(Records from a data source)
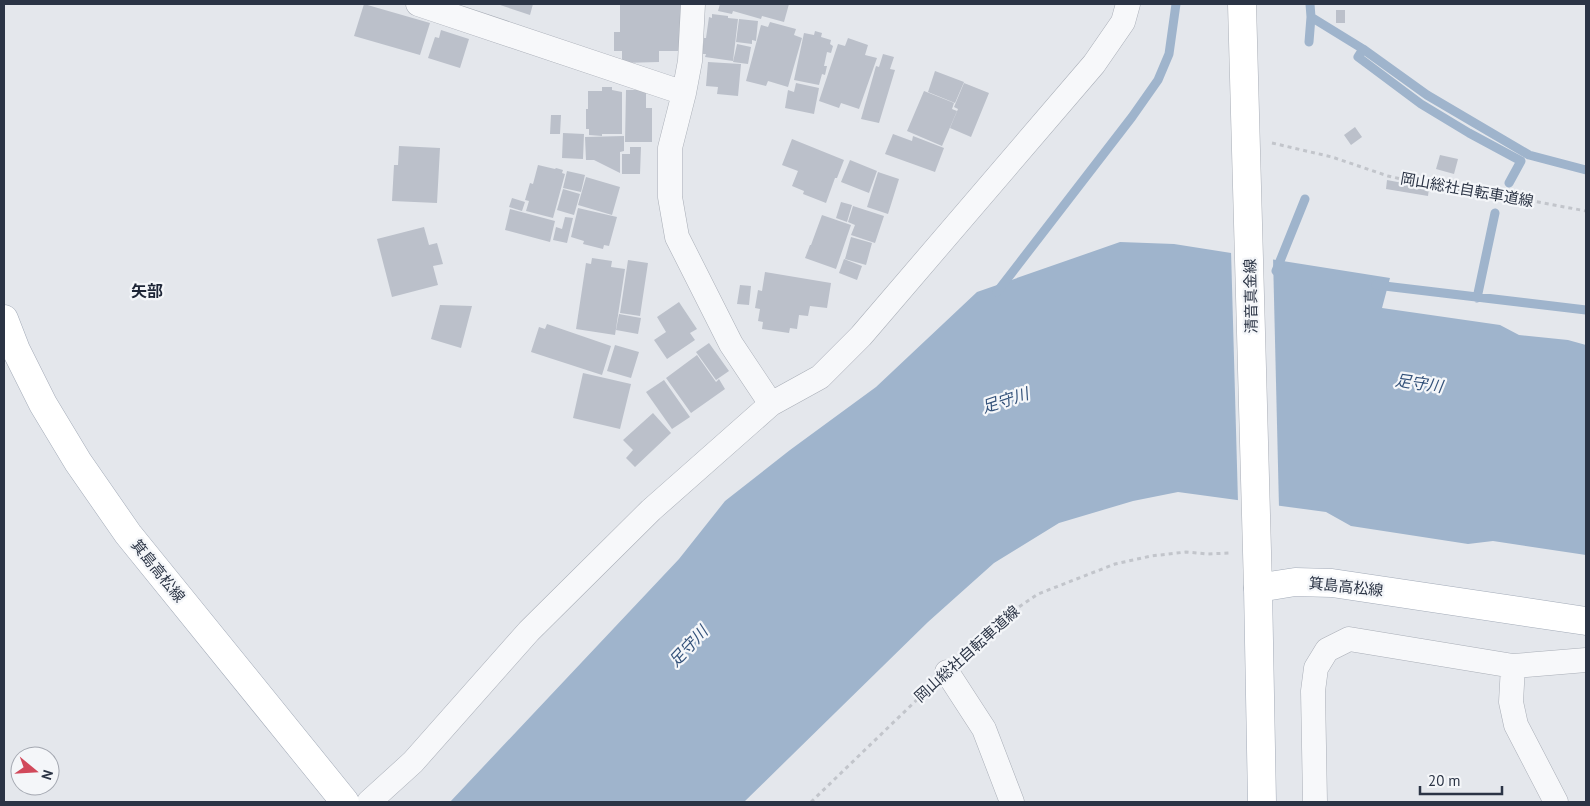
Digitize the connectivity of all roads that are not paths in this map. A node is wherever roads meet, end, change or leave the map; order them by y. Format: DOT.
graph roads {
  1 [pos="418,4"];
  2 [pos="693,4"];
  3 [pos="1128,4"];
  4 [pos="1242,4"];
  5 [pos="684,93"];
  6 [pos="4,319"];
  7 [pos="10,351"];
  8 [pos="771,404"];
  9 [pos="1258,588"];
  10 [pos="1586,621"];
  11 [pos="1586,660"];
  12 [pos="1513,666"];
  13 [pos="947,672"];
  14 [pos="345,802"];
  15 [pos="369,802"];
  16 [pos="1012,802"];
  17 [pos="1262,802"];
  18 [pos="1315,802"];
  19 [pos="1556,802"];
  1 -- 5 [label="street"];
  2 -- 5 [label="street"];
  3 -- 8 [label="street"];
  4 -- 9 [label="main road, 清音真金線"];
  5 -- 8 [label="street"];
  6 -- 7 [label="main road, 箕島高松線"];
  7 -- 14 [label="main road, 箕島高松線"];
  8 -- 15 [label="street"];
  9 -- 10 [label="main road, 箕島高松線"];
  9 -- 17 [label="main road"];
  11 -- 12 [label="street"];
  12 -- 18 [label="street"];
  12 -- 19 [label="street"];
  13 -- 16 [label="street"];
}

YOUR INSTRUCTIONS: Output each record above word for word, leaving out images.

ANSWER TO THE EXERCISE:
Digitize the connectivity of all roads that are not paths in this map. A node is wherever roads meet, end, change or leave the map; order them by y. Format: DOT.
graph roads {
  1 [pos="418,4"];
  2 [pos="693,4"];
  3 [pos="1128,4"];
  4 [pos="1242,4"];
  5 [pos="684,93"];
  6 [pos="4,319"];
  7 [pos="10,351"];
  8 [pos="771,404"];
  9 [pos="1258,588"];
  10 [pos="1586,621"];
  11 [pos="1586,660"];
  12 [pos="1513,666"];
  13 [pos="947,672"];
  14 [pos="345,802"];
  15 [pos="369,802"];
  16 [pos="1012,802"];
  17 [pos="1262,802"];
  18 [pos="1315,802"];
  19 [pos="1556,802"];
  1 -- 5 [label="street"];
  2 -- 5 [label="street"];
  3 -- 8 [label="street"];
  4 -- 9 [label="main road, 清音真金線"];
  5 -- 8 [label="street"];
  6 -- 7 [label="main road, 箕島高松線"];
  7 -- 14 [label="main road, 箕島高松線"];
  8 -- 15 [label="street"];
  9 -- 10 [label="main road, 箕島高松線"];
  9 -- 17 [label="main road"];
  11 -- 12 [label="street"];
  12 -- 18 [label="street"];
  12 -- 19 [label="street"];
  13 -- 16 [label="street"];
}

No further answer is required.